Dataset entries
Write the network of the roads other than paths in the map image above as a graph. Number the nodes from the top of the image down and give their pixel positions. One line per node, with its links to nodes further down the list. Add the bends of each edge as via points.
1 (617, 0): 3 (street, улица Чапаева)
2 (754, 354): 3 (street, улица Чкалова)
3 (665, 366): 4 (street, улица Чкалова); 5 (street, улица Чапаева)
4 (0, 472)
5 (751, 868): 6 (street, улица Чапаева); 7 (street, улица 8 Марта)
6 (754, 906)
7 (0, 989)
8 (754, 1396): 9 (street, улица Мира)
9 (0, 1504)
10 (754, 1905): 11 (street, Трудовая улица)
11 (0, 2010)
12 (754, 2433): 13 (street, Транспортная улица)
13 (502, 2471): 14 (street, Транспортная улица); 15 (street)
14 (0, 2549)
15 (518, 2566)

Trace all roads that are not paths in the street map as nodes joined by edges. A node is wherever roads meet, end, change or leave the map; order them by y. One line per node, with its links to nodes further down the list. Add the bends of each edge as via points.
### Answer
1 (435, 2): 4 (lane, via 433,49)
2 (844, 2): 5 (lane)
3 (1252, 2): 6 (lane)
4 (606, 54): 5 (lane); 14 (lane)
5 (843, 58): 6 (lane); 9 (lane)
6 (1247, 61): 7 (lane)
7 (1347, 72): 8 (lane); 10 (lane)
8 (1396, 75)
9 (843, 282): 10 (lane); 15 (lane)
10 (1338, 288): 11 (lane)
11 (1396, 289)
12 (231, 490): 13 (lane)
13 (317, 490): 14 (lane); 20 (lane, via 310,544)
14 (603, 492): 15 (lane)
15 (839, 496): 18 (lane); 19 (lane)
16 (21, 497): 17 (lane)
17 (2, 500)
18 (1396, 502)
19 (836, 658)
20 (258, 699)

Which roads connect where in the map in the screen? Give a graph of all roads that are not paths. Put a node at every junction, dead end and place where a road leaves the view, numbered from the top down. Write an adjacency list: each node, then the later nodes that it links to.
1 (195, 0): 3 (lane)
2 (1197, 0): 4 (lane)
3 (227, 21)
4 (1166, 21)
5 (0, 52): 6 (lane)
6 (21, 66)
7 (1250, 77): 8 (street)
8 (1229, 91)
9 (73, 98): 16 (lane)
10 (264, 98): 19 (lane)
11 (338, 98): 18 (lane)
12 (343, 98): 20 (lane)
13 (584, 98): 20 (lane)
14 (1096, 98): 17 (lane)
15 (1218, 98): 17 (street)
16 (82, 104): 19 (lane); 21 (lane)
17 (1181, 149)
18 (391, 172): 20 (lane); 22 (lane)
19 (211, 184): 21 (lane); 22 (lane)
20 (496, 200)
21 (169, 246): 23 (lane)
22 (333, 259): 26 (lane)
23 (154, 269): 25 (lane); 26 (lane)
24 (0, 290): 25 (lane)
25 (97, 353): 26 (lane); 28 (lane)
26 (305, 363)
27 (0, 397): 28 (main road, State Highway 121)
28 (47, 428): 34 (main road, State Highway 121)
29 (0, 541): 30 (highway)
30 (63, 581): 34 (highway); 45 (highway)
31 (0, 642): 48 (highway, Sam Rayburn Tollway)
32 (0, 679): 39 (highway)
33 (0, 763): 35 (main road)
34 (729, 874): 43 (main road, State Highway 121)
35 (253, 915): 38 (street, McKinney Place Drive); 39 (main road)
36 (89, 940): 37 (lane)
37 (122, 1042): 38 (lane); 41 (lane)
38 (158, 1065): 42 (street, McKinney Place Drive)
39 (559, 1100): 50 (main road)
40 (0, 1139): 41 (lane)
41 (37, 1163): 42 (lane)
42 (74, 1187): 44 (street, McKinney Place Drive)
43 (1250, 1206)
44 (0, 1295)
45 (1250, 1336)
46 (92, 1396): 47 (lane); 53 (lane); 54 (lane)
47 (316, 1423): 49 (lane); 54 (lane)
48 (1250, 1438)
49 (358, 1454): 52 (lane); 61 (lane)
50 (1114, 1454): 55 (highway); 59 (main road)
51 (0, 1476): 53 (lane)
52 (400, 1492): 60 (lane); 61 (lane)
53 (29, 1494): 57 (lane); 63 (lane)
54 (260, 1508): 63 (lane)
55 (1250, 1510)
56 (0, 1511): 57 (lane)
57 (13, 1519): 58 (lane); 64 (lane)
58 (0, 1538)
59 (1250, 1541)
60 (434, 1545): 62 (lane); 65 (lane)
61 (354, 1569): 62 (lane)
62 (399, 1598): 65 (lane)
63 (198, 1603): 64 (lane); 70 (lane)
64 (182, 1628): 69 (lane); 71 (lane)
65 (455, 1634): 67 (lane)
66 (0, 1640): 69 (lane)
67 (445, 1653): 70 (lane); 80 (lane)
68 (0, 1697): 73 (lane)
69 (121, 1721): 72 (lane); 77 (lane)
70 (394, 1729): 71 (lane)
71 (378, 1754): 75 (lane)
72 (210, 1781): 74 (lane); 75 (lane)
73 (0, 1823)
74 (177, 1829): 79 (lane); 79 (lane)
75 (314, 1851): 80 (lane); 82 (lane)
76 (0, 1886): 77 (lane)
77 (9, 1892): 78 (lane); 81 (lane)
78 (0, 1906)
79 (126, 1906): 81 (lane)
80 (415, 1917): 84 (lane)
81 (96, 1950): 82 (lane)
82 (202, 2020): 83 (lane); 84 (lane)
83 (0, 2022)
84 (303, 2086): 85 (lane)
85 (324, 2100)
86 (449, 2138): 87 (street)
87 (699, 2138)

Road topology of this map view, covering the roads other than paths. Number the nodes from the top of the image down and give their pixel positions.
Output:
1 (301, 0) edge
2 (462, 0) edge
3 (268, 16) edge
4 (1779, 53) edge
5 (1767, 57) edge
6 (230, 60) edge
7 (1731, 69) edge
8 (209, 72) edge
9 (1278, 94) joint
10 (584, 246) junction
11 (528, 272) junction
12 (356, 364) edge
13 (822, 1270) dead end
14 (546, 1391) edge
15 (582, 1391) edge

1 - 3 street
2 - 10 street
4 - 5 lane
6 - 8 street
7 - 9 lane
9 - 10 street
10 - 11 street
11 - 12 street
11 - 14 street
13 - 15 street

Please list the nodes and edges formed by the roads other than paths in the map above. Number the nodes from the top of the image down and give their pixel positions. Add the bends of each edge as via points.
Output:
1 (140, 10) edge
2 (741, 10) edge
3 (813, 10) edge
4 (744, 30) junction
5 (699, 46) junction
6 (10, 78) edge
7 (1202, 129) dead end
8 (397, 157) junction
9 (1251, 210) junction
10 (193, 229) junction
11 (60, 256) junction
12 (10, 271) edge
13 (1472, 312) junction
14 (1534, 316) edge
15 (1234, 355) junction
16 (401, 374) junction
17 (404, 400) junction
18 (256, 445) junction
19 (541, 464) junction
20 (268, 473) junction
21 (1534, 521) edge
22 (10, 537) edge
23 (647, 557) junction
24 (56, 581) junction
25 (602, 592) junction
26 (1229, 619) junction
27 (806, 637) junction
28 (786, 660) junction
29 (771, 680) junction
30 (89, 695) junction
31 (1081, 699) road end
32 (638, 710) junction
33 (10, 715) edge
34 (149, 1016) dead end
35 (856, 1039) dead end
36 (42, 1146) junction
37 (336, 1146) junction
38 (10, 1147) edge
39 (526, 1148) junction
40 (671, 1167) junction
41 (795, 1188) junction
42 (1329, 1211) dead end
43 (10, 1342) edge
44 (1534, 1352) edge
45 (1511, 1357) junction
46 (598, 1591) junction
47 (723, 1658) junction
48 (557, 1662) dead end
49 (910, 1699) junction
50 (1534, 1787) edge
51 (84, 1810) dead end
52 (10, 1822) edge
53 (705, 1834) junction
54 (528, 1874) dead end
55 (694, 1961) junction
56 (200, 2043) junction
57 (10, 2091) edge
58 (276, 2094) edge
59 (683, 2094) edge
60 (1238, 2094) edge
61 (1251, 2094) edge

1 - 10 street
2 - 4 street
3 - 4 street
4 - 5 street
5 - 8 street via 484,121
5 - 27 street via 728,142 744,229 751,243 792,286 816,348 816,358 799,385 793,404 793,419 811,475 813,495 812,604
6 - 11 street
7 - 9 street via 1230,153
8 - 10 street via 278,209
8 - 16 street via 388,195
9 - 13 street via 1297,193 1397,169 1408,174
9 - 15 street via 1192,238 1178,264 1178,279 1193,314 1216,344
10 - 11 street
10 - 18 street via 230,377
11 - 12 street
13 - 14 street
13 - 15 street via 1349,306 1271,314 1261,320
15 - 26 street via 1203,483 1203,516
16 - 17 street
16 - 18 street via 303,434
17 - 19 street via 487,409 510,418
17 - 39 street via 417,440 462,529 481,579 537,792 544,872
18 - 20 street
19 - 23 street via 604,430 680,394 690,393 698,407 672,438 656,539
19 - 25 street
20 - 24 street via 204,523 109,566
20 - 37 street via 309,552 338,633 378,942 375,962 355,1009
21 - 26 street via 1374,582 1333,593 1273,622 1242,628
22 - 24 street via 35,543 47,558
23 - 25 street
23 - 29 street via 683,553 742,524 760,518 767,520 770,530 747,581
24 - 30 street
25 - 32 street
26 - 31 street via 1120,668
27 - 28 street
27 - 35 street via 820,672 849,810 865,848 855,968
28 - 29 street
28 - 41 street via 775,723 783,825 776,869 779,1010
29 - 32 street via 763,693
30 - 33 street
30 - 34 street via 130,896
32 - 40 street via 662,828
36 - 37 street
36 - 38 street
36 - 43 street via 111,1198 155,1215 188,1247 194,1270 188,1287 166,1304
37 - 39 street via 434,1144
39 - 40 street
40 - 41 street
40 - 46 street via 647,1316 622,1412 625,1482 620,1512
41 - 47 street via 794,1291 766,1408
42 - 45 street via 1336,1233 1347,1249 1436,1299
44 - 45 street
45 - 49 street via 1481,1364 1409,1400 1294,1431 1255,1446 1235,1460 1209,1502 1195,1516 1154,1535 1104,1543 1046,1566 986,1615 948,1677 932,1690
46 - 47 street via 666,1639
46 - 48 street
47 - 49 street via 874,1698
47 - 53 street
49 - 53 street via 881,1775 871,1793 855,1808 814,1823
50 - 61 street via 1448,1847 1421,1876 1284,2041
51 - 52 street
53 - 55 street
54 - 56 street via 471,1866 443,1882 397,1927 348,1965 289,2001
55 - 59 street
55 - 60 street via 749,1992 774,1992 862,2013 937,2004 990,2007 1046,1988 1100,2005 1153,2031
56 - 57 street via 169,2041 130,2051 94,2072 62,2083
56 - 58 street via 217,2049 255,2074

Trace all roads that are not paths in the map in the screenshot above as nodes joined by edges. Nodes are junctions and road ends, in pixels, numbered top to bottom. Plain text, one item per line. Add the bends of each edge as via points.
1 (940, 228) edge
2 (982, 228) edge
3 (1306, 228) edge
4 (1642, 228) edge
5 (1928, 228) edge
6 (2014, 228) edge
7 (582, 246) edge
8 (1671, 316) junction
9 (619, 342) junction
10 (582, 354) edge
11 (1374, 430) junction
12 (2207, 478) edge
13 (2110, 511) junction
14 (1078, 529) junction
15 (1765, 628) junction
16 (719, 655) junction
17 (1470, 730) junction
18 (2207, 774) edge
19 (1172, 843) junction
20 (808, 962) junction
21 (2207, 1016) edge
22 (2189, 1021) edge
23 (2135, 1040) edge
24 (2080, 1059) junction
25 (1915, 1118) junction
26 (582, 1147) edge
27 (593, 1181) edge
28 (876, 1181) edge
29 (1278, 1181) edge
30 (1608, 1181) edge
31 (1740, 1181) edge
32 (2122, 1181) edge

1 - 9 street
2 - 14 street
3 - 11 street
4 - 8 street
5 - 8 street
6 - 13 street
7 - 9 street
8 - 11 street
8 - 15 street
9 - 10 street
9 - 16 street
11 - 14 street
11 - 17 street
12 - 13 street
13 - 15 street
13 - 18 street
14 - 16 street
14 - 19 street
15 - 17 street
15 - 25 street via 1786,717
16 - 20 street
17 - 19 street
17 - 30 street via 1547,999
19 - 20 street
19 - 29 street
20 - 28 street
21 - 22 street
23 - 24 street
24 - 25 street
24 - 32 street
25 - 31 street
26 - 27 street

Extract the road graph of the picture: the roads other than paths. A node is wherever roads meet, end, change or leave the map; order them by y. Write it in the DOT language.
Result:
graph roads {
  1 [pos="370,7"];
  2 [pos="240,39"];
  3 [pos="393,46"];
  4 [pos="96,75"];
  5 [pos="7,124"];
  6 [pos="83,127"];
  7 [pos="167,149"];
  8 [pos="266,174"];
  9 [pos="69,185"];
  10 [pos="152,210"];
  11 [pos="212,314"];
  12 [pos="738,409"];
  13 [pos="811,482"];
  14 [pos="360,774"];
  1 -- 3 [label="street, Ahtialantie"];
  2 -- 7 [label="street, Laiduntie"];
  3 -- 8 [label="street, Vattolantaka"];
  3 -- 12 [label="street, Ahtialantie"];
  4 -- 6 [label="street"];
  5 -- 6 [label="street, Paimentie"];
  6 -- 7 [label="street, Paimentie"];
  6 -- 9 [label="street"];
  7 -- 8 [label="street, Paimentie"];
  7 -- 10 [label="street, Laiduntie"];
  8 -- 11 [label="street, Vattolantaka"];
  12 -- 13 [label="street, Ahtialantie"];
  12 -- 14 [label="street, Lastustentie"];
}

Problem details:
For the word "Drive", show every line of the entries that holds it.

Task solution:
35 (253, 915): 38 (street, McKinney Place Drive); 39 (main road)
38 (158, 1065): 42 (street, McKinney Place Drive)
42 (74, 1187): 44 (street, McKinney Place Drive)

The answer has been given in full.